**Exercise details**
Report the number of lines in the data below that hold "road", without any other words.

Start of Block

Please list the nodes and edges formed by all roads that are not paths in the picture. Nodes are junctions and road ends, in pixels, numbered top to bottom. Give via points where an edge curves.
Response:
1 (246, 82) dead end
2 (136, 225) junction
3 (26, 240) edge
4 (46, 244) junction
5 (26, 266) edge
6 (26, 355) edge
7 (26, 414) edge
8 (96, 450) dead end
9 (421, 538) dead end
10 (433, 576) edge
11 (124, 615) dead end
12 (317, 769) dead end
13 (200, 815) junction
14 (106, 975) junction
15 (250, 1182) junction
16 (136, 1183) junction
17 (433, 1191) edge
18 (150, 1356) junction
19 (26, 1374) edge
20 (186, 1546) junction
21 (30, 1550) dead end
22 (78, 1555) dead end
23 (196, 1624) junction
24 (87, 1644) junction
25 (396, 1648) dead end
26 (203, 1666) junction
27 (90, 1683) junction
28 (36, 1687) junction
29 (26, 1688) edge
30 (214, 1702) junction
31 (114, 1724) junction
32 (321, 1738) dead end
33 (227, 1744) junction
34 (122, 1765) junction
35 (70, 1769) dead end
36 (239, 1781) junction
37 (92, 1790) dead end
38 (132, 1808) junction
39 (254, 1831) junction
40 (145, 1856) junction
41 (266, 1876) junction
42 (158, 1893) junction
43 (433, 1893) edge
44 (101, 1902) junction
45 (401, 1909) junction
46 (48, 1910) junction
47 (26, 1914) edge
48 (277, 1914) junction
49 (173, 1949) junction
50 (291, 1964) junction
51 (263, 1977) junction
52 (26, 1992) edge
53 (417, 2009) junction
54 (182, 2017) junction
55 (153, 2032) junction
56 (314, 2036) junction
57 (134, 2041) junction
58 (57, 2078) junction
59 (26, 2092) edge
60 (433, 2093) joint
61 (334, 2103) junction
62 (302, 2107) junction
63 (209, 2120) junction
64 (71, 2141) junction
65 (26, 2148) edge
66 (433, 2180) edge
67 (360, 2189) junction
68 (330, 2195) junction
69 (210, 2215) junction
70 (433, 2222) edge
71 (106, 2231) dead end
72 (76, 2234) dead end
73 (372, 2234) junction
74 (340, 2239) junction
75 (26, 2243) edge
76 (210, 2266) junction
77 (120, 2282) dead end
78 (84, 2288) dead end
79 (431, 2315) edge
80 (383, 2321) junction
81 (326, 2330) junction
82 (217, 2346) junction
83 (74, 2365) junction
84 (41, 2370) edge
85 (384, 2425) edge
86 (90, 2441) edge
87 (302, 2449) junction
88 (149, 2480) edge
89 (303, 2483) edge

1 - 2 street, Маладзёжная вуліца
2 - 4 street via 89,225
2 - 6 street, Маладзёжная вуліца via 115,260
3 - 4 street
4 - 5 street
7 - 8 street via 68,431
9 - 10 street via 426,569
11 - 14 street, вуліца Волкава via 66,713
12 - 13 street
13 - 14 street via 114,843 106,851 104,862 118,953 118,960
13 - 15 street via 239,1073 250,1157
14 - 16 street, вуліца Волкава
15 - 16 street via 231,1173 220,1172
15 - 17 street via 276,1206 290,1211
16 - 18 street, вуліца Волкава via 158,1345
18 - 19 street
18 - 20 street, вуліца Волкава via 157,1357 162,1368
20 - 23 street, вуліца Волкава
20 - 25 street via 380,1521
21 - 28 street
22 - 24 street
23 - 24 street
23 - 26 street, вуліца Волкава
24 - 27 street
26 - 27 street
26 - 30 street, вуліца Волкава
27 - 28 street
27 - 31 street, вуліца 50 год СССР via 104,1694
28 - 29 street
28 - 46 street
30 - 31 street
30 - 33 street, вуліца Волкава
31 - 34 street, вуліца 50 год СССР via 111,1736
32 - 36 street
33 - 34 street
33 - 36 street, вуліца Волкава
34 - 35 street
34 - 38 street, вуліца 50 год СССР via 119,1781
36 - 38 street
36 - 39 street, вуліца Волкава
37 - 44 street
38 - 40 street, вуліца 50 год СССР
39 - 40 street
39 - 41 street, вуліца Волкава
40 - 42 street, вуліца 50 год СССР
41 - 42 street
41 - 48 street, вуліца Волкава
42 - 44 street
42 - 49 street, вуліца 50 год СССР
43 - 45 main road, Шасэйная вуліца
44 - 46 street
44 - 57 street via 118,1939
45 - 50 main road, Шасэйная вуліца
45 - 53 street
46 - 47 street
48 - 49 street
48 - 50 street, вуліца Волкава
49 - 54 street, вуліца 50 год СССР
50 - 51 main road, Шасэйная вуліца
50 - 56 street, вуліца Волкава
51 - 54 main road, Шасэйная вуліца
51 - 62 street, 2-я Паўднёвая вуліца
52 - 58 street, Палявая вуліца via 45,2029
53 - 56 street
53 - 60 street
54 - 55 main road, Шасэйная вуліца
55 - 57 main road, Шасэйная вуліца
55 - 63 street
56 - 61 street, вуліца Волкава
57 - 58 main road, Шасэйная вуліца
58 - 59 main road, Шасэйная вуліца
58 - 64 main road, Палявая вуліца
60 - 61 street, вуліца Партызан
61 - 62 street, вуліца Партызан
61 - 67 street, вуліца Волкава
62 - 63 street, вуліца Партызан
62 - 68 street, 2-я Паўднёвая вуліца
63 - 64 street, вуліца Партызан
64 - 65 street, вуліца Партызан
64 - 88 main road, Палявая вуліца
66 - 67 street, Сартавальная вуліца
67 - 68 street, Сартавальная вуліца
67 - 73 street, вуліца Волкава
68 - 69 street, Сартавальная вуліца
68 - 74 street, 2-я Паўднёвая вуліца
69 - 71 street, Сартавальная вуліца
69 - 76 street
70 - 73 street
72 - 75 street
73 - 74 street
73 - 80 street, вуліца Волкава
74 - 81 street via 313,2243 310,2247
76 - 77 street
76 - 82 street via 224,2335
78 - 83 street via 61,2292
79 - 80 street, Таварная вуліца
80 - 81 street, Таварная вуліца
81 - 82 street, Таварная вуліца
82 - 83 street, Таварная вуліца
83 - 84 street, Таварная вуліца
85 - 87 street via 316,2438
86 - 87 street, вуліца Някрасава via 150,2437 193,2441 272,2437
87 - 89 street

End of Block

**Result for this task**
11